Return all lines of the listing below that carry the word "Avenue".

Dataset extract
▼▼▼
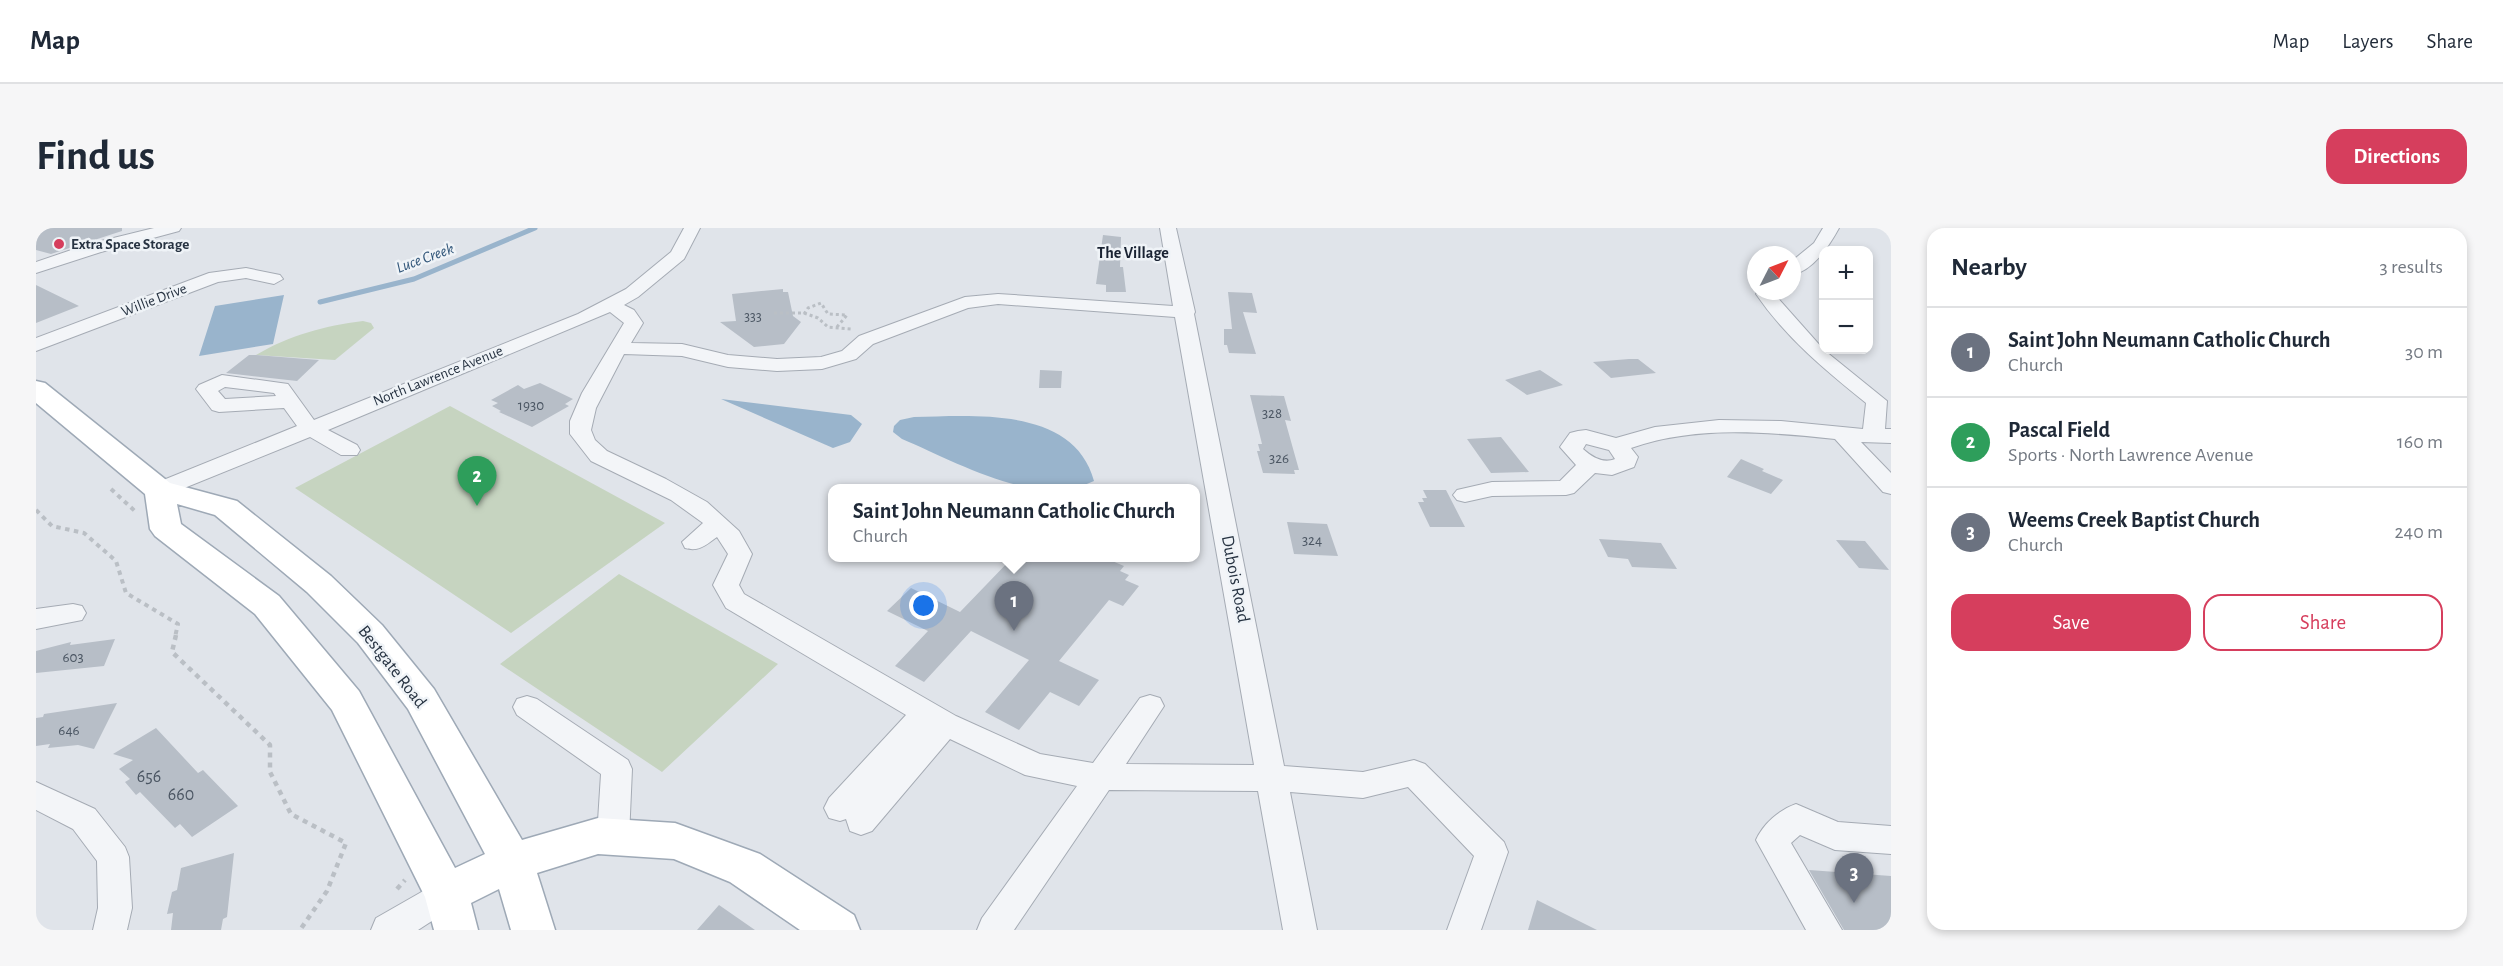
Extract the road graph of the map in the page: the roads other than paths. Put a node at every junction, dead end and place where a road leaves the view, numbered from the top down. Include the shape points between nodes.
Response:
1 (173, 228) edge
2 (692, 228) edge
3 (1168, 228) edge
4 (1831, 228) edge
5 (1801, 263) edge
6 (36, 268) edge
7 (274, 279) dead end
8 (1769, 300) edge
9 (610, 305) junction
10 (1186, 312) junction
11 (36, 345) edge
12 (619, 348) junction
13 (36, 389) edge
14 (290, 401) dead end
15 (1884, 406) edge
16 (309, 428) junction
17 (1843, 435) junction
18 (1882, 436) edge
19 (349, 450) dead end
20 (1891, 488) edge
21 (1465, 495) dead end
22 (152, 505) junction
23 (718, 523) junction
24 (694, 542) dead end
25 (73, 613) dead end
26 (36, 619) edge
27 (1150, 706) dead end
28 (527, 707) dead end
29 (936, 719) junction
30 (1102, 777) junction
31 (1272, 778) junction
32 (36, 795) edge
33 (850, 815) dead end
34 (613, 837) junction
35 (1891, 840) edge
36 (512, 862) junction
37 (451, 912) edge
38 (110, 930) edge
39 (388, 930) edge
40 (533, 930) edge
41 (838, 930) edge
42 (994, 930) edge
43 (1300, 930) edge
44 (1464, 930) edge
45 (1825, 930) edge

1 - 6 street via 106,244
2 - 9 street, North Lawrence Avenue via 678,255 632,293
3 - 10 street, Dubois Road
4 - 5 street via 1821,246
7 - 11 street, Willie Drive via 246,273 215,277
8 - 15 street via 1813,350
9 - 12 street via 634,323
9 - 16 street, North Lawrence Avenue
10 - 12 street via 998,299 965,303 866,340 849,355 822,363 777,365 728,361 682,350
10 - 31 street, Dubois Road
12 - 23 street via 584,409 579,428 585,444 599,456 704,509
13 - 22 main road, Bestgate Road
14 - 16 street
15 - 18 street
16 - 19 street
16 - 22 street, North Lawrence Avenue
17 - 18 street
17 - 20 street
17 - 21 street via 1780,427 1708,427 1632,439 1617,445 1628,457 1621,466 1591,464 1566,488 1492,489
22 - 36 main road, Bestgate Road via 226,508 319,584 370,634 421,699
22 - 37 main road via 166,529 267,605 346,701
23 - 24 street
23 - 29 street via 734,538 740,554 726,585 735,601
25 - 26 street
27 - 30 street
28 - 34 street via 617,770
29 - 30 street via 1036,766
29 - 33 street
30 - 31 street
30 - 42 street
31 - 43 street, Dubois Road
31 - 44 street via 1363,785 1414,773 1492,852
32 - 38 street via 84,819 113,857 116,908
34 - 36 main road via 598,836
34 - 41 main road via 675,841 745,868
35 - 45 street via 1835,836 1796,818 1772,840
36 - 37 main road
36 - 40 main road, Bestgate Road
37 - 39 street

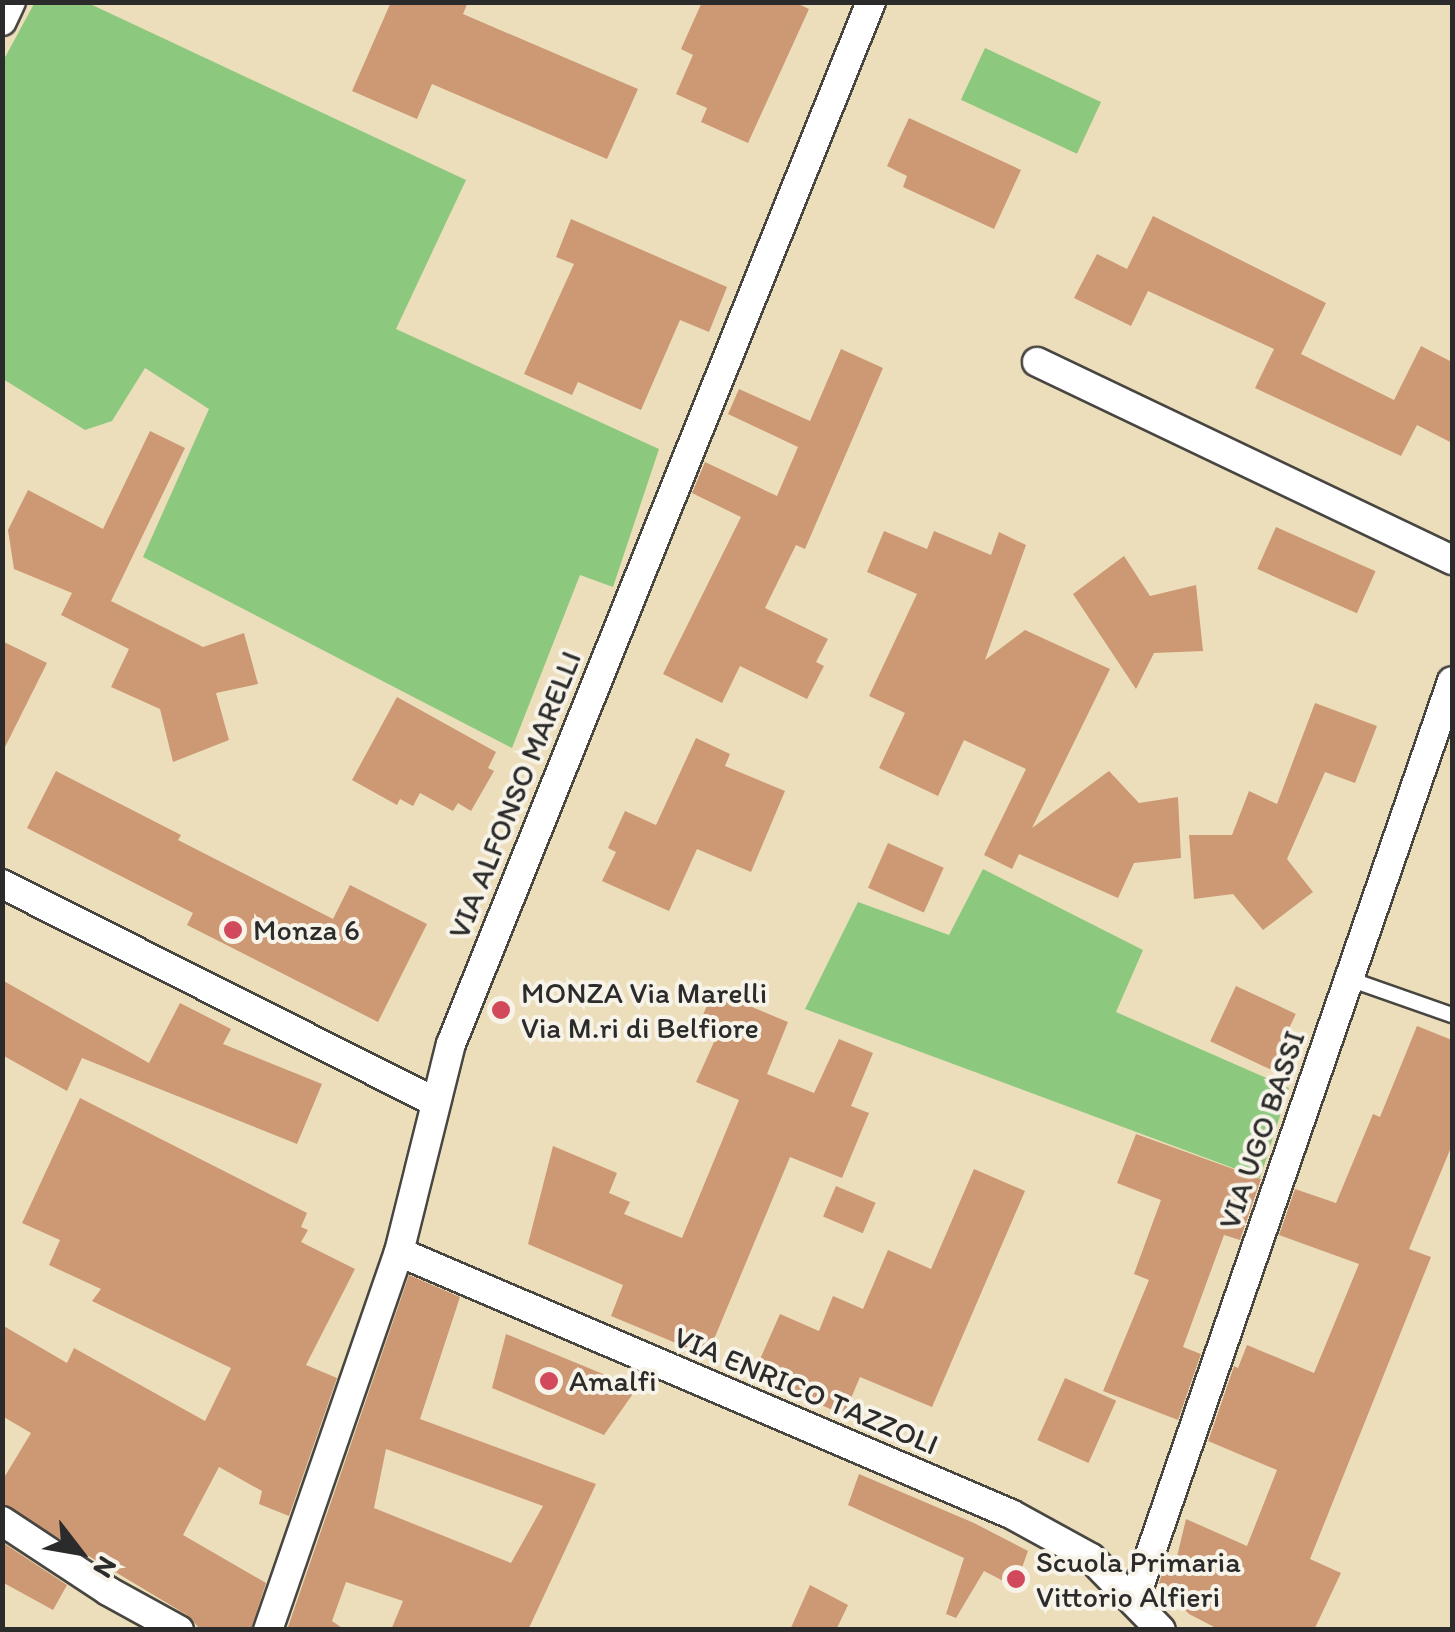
▲▲▲
Output of the exercise
2 - 9 street, North Lawrence Avenue via 678,255 632,293
9 - 16 street, North Lawrence Avenue
16 - 22 street, North Lawrence Avenue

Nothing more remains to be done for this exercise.